The plentiful supply of public parks and trails within a 30-minute radius of my home in Tallahassee, Florida, provided the subjects. My love of the forest and my desire to gain visual acuity with its organic shapes provided the motivation.
The methodology involved walking the forest trails and park fields mostly during morning and late afternoon hours, near sunrise and sunset, and searching for interesting formal relationships or scenarios. Initially, the approach was a continuation of my solo tree portrait work, which was guided by a vision of seeking out isolated trees. A particular icon that influenced this first phase of the methodology was of a human forearm and hand reaching to the sky clutching a chicken drumstick. As the project progressed into more enclosed spaces under the forest canopy, my approach evolved to include an expanded use of different formal concepts like space and line, with shapes interacting and weaving in layers, entering the image from all sides of the frame. One iconic shape that repeatedly appeared and was used in composition, was that of the bronchial tubes of the human lung or the fan-like shape of a tree’s root system. The methodology has focused on exploring how these line shapes, and these twisting and curling fan-like shapes, interacted with each other, the sky, and the frame to enhance visual flow. Additionally, I aimed at creating a wee-bit of tension with formal relationships not dependent on a level horizon or traces of ground.

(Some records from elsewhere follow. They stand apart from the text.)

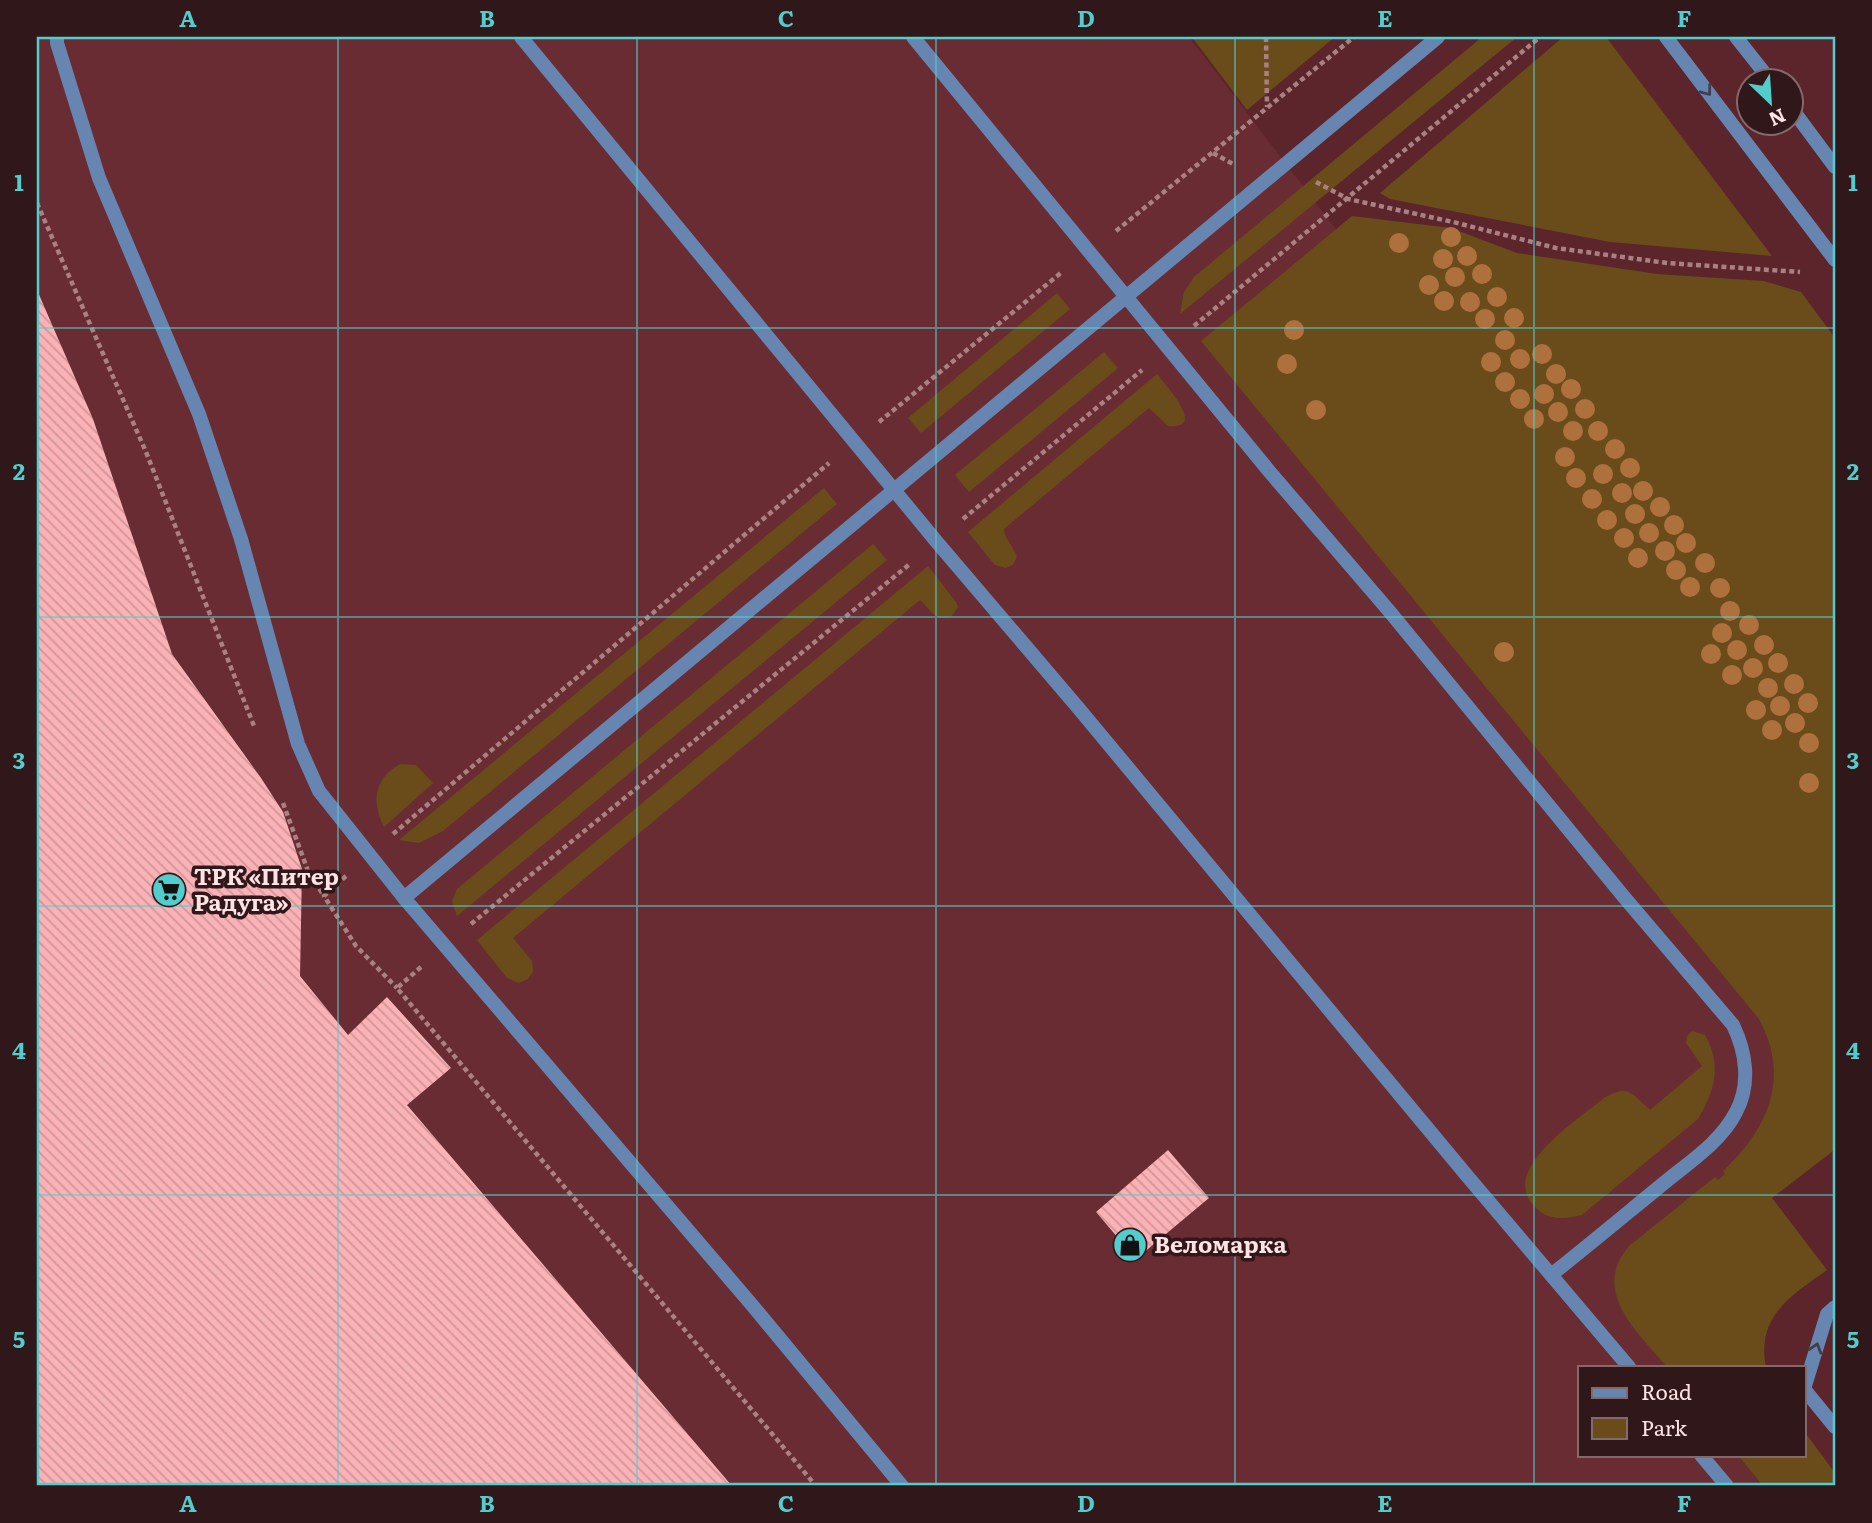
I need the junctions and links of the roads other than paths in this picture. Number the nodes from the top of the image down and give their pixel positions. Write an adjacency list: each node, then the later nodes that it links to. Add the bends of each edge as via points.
1 (57, 37): 13 (street, via 99,178 199,414 241,539 298,744 318,791)
2 (521, 37): 12 (street)
3 (913, 37): 11 (street)
4 (1438, 37): 11 (street)
5 (1666, 37): 10 (street, one-way to 10)
6 (1737, 37): 7 (street)
7 (1759, 66)
8 (1806, 129): 9 (street)
9 (1835, 167)
10 (1835, 260)
11 (1127, 297): 12 (street); 14 (street, via 1733,1025 1743,1046 1743,1095 1736,1114 1711,1144)
12 (895, 489): 13 (street); 14 (street)
13 (404, 898): 21 (street)
14 (1551, 1275): 16 (street)
15 (1835, 1307): 17 (street, one-way to 15, via 1827,1314)
16 (1628, 1366)
17 (1806, 1382)
18 (1806, 1391): 19 (street, one-way to 18)
19 (1835, 1427)
20 (1702, 1456): 22 (street)
21 (902, 1486)
22 (1727, 1486)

Several photographers fueled my creative inspiration: Robert Llewellyn, Peter Essick, Lizzie Shepard, Chuck Hemard, Eliot Porter, Sean Kernan, William Eggleston, and Richard Misrach, among others.
The project is presented as 18, 8” x 12” (9 x 13 with white border) archival pigment color prints inside 13.5″ x 17.5″ black oak box frames under museum glass with 2” warm white mats on Hahnemühle William Turner Photo Rag.